*Task prompt*:
Nothing but the data, repeated exactly, belongs in the answer.

(Saved entries)
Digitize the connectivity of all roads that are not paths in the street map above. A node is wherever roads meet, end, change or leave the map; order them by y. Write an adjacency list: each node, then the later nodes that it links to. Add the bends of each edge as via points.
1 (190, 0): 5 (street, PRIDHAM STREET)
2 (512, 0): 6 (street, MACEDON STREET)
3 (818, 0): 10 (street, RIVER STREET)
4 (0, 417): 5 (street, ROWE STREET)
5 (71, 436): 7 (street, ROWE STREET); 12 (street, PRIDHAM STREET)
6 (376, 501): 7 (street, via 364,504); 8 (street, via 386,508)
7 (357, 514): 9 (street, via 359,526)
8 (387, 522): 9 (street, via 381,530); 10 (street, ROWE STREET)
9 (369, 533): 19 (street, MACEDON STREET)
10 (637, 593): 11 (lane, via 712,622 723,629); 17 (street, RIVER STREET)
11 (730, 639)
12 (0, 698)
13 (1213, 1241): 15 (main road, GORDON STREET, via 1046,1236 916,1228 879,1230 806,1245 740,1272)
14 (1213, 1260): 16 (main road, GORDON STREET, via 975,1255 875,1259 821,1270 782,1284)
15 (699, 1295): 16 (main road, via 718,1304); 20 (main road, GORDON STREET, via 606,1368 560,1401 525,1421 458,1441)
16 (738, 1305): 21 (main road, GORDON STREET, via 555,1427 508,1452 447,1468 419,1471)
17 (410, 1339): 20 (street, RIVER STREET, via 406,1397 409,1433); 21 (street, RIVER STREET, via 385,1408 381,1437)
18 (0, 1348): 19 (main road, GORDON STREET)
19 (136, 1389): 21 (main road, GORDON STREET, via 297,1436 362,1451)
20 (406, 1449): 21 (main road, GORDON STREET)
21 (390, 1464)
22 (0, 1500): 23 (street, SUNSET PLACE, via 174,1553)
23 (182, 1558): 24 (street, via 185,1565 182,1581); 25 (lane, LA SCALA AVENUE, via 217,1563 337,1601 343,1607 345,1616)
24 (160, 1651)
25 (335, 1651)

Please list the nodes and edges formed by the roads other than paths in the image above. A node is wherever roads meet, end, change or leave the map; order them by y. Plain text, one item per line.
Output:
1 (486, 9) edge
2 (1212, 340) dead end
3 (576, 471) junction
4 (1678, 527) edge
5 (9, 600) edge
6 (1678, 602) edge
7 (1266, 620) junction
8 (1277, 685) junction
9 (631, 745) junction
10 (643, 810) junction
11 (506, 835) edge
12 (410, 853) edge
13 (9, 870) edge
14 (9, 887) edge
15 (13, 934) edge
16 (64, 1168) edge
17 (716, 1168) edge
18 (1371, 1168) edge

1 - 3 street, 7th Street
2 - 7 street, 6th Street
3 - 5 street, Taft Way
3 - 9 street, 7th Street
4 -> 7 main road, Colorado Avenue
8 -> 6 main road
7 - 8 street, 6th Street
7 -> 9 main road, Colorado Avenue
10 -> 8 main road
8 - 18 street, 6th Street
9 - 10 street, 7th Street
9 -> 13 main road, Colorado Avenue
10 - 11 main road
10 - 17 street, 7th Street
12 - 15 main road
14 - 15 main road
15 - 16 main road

*Written answer*:
Digitize the connectivity of all roads that are not paths in the street map above. A node is wherever roads meet, end, change or leave the map; order them by y. Write an adjacency list: each node, then the later nodes that it links to. Add the bends of each edge as via points.
1 (190, 0): 5 (street, PRIDHAM STREET)
2 (512, 0): 6 (street, MACEDON STREET)
3 (818, 0): 10 (street, RIVER STREET)
4 (0, 417): 5 (street, ROWE STREET)
5 (71, 436): 7 (street, ROWE STREET); 12 (street, PRIDHAM STREET)
6 (376, 501): 7 (street, via 364,504); 8 (street, via 386,508)
7 (357, 514): 9 (street, via 359,526)
8 (387, 522): 9 (street, via 381,530); 10 (street, ROWE STREET)
9 (369, 533): 19 (street, MACEDON STREET)
10 (637, 593): 11 (lane, via 712,622 723,629); 17 (street, RIVER STREET)
11 (730, 639)
12 (0, 698)
13 (1213, 1241): 15 (main road, GORDON STREET, via 1046,1236 916,1228 879,1230 806,1245 740,1272)
14 (1213, 1260): 16 (main road, GORDON STREET, via 975,1255 875,1259 821,1270 782,1284)
15 (699, 1295): 16 (main road, via 718,1304); 20 (main road, GORDON STREET, via 606,1368 560,1401 525,1421 458,1441)
16 (738, 1305): 21 (main road, GORDON STREET, via 555,1427 508,1452 447,1468 419,1471)
17 (410, 1339): 20 (street, RIVER STREET, via 406,1397 409,1433); 21 (street, RIVER STREET, via 385,1408 381,1437)
18 (0, 1348): 19 (main road, GORDON STREET)
19 (136, 1389): 21 (main road, GORDON STREET, via 297,1436 362,1451)
20 (406, 1449): 21 (main road, GORDON STREET)
21 (390, 1464)
22 (0, 1500): 23 (street, SUNSET PLACE, via 174,1553)
23 (182, 1558): 24 (street, via 185,1565 182,1581); 25 (lane, LA SCALA AVENUE, via 217,1563 337,1601 343,1607 345,1616)
24 (160, 1651)
25 (335, 1651)

Please list the nodes and edges formed by the roads other than paths in the image above. A node is wherever roads meet, end, change or leave the map; order them by y. Plain text, one item per line.
Output:
1 (486, 9) edge
2 (1212, 340) dead end
3 (576, 471) junction
4 (1678, 527) edge
5 (9, 600) edge
6 (1678, 602) edge
7 (1266, 620) junction
8 (1277, 685) junction
9 (631, 745) junction
10 (643, 810) junction
11 (506, 835) edge
12 (410, 853) edge
13 (9, 870) edge
14 (9, 887) edge
15 (13, 934) edge
16 (64, 1168) edge
17 (716, 1168) edge
18 (1371, 1168) edge

1 - 3 street, 7th Street
2 - 7 street, 6th Street
3 - 5 street, Taft Way
3 - 9 street, 7th Street
4 -> 7 main road, Colorado Avenue
8 -> 6 main road
7 - 8 street, 6th Street
7 -> 9 main road, Colorado Avenue
10 -> 8 main road
8 - 18 street, 6th Street
9 - 10 street, 7th Street
9 -> 13 main road, Colorado Avenue
10 - 11 main road
10 - 17 street, 7th Street
12 - 15 main road
14 - 15 main road
15 - 16 main road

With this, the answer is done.